6. Ms Ahmed further clarified that the Respondent’s bundle before Judge Ripley had the wrong application form and wrong refusal decision and the appeal lodged by the Appellant against the 14 July 2021 decision did not appear in this bundle.
7. In his submissions, Mr Cox submitted that the decision of Judge Ripley should be set aside and remitted to a different FtT Judge for determination. Mr Cox acknowledged that the Court of Appeal had dismissed the appeal in Velaj but submitted that it was a very finely balanced case and that live evidence from the Appellant and his wife could result in a different outcome; that the Appellant would seek an oral hearing and be represented. Mr Cox further stated that the Supreme Court was seized of an application for permission to appeal in Velaj which remained outstanding, but even without that he would say there is a proper case to be heard on remittal. Citing Chavez-Vilchez and Others v Raad van bestuur van de Sociale verzekeringsbank and Others (C-133/15); [2018] QB 103, he reminded us that it would be necessary for the FtT to consider the best interests of the children and that it was possible, even in a ‘two parent’ case such as this that a derived right of residence might be found to exist.
Findings and reasons
8. We find that First tier Tribunal Judge Ripley erred materially in law in determining the wrong appeal, albeit through no fault of her own, due to the fact that the Respondent’s bundle contained neither the correct application form nor the correct decision under appeal and did not contain the Appellant’s notice of appeal against the decision of 14 July 2021. Ms Ahmed confirmed that this was the position and did not seek to persuade us other than that there was a consequent material error of law.

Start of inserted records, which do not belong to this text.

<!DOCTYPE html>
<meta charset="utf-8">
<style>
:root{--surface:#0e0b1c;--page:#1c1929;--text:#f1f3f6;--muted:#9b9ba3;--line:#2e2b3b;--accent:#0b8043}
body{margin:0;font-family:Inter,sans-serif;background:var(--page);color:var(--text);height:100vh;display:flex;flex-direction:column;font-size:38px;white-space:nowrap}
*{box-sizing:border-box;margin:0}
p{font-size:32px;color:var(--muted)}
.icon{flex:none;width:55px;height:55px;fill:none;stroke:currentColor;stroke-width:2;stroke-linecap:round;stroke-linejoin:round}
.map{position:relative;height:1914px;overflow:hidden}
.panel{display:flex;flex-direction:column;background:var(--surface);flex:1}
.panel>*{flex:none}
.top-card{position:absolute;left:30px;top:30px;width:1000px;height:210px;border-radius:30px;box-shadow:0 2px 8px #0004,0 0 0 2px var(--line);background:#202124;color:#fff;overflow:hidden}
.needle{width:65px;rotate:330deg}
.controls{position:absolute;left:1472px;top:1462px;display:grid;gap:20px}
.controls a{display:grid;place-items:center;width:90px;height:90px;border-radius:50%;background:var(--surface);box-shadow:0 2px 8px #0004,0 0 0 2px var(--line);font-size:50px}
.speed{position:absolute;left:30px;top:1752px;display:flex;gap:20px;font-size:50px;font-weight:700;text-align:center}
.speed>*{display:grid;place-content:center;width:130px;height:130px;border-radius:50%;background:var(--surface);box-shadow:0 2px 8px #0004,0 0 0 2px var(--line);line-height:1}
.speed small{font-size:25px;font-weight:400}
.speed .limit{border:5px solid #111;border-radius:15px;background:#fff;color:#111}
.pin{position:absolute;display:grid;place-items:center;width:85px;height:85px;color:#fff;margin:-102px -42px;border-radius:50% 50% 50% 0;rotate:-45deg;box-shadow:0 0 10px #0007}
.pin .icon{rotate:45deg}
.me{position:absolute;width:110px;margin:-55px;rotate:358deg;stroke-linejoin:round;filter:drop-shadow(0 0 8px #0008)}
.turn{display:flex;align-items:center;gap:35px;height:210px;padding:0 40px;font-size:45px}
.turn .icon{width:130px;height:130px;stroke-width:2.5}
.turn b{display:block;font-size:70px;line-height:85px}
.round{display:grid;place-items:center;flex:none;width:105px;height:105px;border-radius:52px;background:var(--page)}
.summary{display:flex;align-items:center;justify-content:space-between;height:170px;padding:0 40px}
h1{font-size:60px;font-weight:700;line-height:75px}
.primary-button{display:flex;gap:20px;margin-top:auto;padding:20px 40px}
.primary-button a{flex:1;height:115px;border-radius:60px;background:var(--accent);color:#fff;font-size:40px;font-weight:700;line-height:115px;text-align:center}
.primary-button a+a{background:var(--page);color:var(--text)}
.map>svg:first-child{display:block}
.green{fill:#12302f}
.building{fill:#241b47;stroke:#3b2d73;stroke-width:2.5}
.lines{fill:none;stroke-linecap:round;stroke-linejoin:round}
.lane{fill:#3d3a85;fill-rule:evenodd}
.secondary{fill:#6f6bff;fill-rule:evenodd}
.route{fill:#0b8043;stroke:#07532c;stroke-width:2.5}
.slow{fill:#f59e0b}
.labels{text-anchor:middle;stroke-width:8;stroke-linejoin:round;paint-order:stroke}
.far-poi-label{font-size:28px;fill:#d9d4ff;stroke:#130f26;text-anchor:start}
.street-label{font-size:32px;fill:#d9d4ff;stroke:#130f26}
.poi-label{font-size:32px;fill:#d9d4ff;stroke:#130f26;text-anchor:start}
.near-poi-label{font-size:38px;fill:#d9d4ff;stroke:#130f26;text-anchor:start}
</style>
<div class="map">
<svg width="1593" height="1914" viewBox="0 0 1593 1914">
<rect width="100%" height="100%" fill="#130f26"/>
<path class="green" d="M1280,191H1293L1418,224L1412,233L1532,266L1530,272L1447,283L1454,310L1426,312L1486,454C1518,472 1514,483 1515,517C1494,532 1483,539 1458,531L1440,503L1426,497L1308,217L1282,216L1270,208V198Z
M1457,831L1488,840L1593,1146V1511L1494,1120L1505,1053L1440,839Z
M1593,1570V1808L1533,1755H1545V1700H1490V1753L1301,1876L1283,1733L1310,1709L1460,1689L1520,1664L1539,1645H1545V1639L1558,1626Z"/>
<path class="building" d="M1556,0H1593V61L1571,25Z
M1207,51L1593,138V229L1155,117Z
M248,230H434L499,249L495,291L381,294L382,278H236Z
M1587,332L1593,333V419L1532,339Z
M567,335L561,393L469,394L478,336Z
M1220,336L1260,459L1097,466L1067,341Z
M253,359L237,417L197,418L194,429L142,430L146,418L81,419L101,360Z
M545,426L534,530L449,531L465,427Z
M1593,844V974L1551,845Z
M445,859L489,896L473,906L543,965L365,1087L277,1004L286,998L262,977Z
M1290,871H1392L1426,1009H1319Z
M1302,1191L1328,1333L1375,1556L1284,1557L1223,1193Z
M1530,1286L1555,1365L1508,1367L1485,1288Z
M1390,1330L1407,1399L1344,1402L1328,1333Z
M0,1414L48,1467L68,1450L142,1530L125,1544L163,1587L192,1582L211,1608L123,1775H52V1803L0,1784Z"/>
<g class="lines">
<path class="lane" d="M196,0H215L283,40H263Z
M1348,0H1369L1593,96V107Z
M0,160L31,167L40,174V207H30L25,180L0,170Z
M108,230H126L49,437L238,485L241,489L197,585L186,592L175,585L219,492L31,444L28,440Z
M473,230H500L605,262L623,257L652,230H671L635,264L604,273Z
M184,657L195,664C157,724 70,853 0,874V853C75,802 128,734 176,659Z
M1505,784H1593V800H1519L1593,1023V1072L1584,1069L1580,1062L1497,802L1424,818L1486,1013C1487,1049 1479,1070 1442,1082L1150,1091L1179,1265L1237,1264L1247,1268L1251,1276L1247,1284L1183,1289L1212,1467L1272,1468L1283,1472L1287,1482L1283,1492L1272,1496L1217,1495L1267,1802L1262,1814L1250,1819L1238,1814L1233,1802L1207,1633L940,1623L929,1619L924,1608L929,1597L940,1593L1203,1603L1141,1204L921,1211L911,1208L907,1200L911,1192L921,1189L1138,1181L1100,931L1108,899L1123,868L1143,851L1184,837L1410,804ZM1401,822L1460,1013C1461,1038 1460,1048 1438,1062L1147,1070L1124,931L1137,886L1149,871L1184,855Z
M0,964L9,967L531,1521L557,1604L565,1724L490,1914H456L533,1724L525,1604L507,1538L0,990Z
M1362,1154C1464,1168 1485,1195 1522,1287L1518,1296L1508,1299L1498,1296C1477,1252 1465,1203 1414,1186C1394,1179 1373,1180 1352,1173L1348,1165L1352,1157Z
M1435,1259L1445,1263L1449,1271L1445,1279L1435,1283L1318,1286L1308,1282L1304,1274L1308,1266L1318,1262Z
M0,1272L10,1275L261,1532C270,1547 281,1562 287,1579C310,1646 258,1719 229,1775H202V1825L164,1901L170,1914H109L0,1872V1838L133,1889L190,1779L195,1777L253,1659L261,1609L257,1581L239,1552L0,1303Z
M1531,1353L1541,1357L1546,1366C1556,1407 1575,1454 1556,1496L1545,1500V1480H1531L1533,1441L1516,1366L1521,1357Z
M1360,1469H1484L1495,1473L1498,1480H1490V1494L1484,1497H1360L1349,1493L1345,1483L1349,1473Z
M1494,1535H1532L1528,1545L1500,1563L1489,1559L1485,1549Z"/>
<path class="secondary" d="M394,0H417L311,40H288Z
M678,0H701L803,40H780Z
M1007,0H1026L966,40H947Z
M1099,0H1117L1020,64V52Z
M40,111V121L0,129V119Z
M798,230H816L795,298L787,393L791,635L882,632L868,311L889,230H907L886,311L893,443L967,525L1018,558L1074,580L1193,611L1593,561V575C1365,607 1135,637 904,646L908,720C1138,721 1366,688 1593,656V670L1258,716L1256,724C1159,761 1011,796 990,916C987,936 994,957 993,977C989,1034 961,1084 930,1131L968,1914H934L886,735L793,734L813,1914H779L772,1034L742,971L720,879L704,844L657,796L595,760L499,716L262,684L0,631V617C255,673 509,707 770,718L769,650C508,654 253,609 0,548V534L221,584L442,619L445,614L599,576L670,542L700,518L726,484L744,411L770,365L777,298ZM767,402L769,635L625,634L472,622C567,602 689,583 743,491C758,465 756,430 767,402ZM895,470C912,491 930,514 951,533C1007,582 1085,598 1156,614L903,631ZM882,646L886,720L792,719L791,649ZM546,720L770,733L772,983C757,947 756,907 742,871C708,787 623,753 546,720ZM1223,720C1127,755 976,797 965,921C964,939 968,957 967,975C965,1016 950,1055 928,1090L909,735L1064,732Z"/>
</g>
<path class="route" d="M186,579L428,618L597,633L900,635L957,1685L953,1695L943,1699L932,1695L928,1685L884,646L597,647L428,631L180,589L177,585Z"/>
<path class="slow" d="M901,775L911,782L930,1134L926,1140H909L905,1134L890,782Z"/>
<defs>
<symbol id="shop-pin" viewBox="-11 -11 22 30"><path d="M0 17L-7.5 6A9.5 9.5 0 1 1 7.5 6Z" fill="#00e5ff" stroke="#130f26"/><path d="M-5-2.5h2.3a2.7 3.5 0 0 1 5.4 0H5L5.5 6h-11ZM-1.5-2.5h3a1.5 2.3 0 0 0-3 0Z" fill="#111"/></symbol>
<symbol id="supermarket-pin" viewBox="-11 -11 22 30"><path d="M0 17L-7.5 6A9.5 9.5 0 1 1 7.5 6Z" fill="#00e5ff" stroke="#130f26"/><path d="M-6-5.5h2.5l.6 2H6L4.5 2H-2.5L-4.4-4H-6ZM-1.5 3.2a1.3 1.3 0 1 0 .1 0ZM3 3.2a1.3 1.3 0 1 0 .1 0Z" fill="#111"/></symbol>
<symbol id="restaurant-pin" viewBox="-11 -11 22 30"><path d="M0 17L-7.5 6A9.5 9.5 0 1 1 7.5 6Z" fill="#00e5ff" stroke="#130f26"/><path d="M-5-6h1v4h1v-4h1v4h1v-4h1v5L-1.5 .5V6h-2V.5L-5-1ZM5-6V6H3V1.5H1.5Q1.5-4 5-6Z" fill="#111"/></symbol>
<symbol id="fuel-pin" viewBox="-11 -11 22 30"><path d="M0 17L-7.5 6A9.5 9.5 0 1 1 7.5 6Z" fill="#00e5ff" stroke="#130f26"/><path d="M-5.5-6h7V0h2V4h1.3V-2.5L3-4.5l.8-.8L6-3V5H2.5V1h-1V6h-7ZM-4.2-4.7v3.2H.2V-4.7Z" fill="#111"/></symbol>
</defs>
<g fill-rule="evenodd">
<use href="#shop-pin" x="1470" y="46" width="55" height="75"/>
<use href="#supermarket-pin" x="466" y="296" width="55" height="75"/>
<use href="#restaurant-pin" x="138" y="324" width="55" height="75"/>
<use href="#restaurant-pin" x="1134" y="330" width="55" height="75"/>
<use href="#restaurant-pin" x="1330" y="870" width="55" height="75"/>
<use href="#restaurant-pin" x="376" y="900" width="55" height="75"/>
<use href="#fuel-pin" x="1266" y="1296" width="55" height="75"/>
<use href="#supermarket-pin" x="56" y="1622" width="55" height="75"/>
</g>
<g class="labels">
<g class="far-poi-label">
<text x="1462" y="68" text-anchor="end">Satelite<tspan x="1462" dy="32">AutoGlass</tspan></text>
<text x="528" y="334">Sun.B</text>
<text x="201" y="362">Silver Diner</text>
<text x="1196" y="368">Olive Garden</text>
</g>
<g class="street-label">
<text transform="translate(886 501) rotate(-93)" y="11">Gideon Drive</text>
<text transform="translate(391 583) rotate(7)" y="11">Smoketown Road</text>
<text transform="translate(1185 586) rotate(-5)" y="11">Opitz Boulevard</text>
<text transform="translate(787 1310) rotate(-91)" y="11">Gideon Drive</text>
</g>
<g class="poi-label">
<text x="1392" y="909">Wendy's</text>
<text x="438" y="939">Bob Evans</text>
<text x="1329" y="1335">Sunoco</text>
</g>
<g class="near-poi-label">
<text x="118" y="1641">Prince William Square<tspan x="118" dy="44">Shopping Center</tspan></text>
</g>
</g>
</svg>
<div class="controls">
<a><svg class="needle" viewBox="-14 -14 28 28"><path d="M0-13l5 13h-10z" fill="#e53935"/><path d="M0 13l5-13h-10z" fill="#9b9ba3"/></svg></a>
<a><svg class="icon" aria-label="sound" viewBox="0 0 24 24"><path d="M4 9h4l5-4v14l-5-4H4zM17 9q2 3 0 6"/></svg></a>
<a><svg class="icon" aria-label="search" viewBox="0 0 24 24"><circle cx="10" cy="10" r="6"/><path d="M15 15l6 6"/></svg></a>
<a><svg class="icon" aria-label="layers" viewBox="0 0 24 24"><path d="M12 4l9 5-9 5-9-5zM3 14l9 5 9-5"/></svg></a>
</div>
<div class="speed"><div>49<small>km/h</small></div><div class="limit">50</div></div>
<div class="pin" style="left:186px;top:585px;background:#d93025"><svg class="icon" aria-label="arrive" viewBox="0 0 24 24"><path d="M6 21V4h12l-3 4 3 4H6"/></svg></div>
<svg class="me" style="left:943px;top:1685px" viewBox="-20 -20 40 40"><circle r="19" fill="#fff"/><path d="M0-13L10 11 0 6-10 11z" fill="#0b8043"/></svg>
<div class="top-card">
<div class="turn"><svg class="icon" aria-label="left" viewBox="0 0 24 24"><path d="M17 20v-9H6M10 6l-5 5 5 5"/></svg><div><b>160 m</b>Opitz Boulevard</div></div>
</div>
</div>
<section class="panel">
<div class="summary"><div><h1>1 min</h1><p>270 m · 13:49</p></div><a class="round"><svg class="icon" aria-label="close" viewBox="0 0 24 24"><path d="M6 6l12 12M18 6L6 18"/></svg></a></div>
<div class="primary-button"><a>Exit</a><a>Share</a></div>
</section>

9. It follows that the appeal lodged by the Appellant with appeal reference EA/12194/2021 from a decision of the SSHD dated 14 July 2021 refusing the Appellant leave under Appendix EU made on 9 September 2020 remains outstanding and undetermined.
10. We set aside the decision of First tier Tribunal Judge Ripley and remit the appeal for a hearing before a judge of the First tier Tribunal other than Judge Ripley or Judge Athwal. We are satisfied that the appellant has a prospect of success in that appeal for the reasons given by Mr Cox before us.
11. We understand that the appellant intends to pay the sum necessary in order for there to be an oral hearing. If that is done, we observe that it might be advisable for there to be a Case Management Review hearing well in advance of the substantive hearing. There is significant potential for confusion in this case, as is clear from what has gone before, and the FtT would be assisted by having complete and accurate bundles from the respondent, showing the applications, refusals and grounds of appeal in each case. Whether to hold such a hearing is a matter for the Resident Judge, however, and these are merely observations.